# I'm interested in building a electric ATV.



## Functional Artist (Aug 8, 2016)

Jonkoehn said:


> I work on a farm and our gas powerd ATV's are high in maintenance.
> I thought it would be a good idea to convert one of our old suzuki ozark into a all electric vehicle.
> 
> I was thinking of using a me1003 motor, directly connected to the differential drive line. (I already have the motor so it makes sense to use it) a alltrax SR-48400 controller and a 10s2p nissan leaf battery pack( 36v 120amp )
> ...


 
Howdy & welcome,

You say, "I was thinking of using a me1003 motor, directly connected to the differential drive line." 

...directly connected to the differential drive line?

What do you mean?

...face mounted?

...with a chain?


3:1 ratio is a bit stiff & 22" tires have a lot of rolling resistance

...but, 10 mph should be doable


I put a motor like that on a Dingo go cart with bigger tires, a few years back

https://www.youtube.com/watch?v=AV0BQPm5JFo&index=13&list=PLoL6eIYWPO_ldEXj0hJX9nWGrLI8KmC7q

I ran it @ 36V also, it moved right along

the biggest drawback was the weight of the batteries

...I used (3) 12V 35AH SLA batteries (~20 lbs. ea.)

...it was so heavy In the back that the steering was more like a suggestion than a command

That motor, controller & battery pack is now on El Moto my electric motorcycle conversion

https://www.youtube.com/watch?v=NdwRuXyiqms

...a much better combination IMHO

When I ran it 

[email protected] 36V the top speed was ~25mph

...now @ 48V, top speed seems to be ~35 mph

It has a 5.4:1 ratio (10 tooth drive gear & a 54 tooth driven gear)


* Switching to Lithium in the spring


----------



## Jonkoehn (Jan 4, 2018)

I suppose I was a bit unclear with my explanation.

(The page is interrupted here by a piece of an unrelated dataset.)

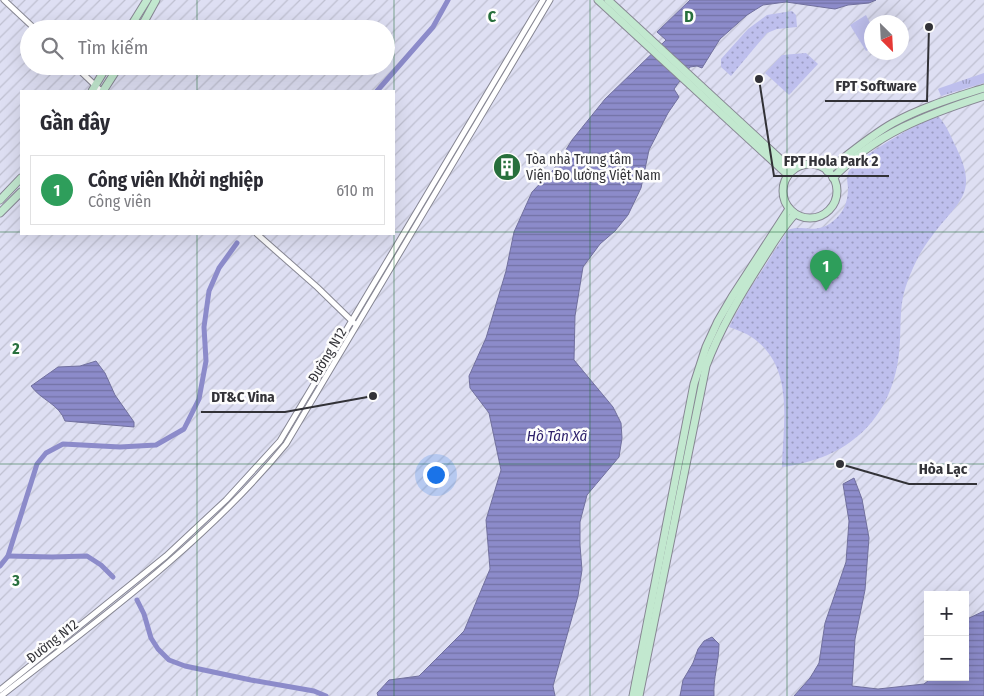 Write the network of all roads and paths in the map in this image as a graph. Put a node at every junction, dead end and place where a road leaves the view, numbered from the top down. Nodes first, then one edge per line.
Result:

I was thinking of mounting the motor in-line with the drive shaft and coupling then together via a key way. So no chain or sprockets. 
Would it be a good idea to go to a smaller tire size if I'm worried about torque?


----------



## Jonkoehn (Jan 4, 2018)

Here it is with the motor in position(no c-face mount welded yet) the battery packs are just in to test the fit. Will build a mounting system later. It will have better rear tires on it as the project moves forward.


----------



## SWF (Nov 23, 2007)

Hi there!

I did an ATV conversion several years ago, and it was a great project and is handy to have around.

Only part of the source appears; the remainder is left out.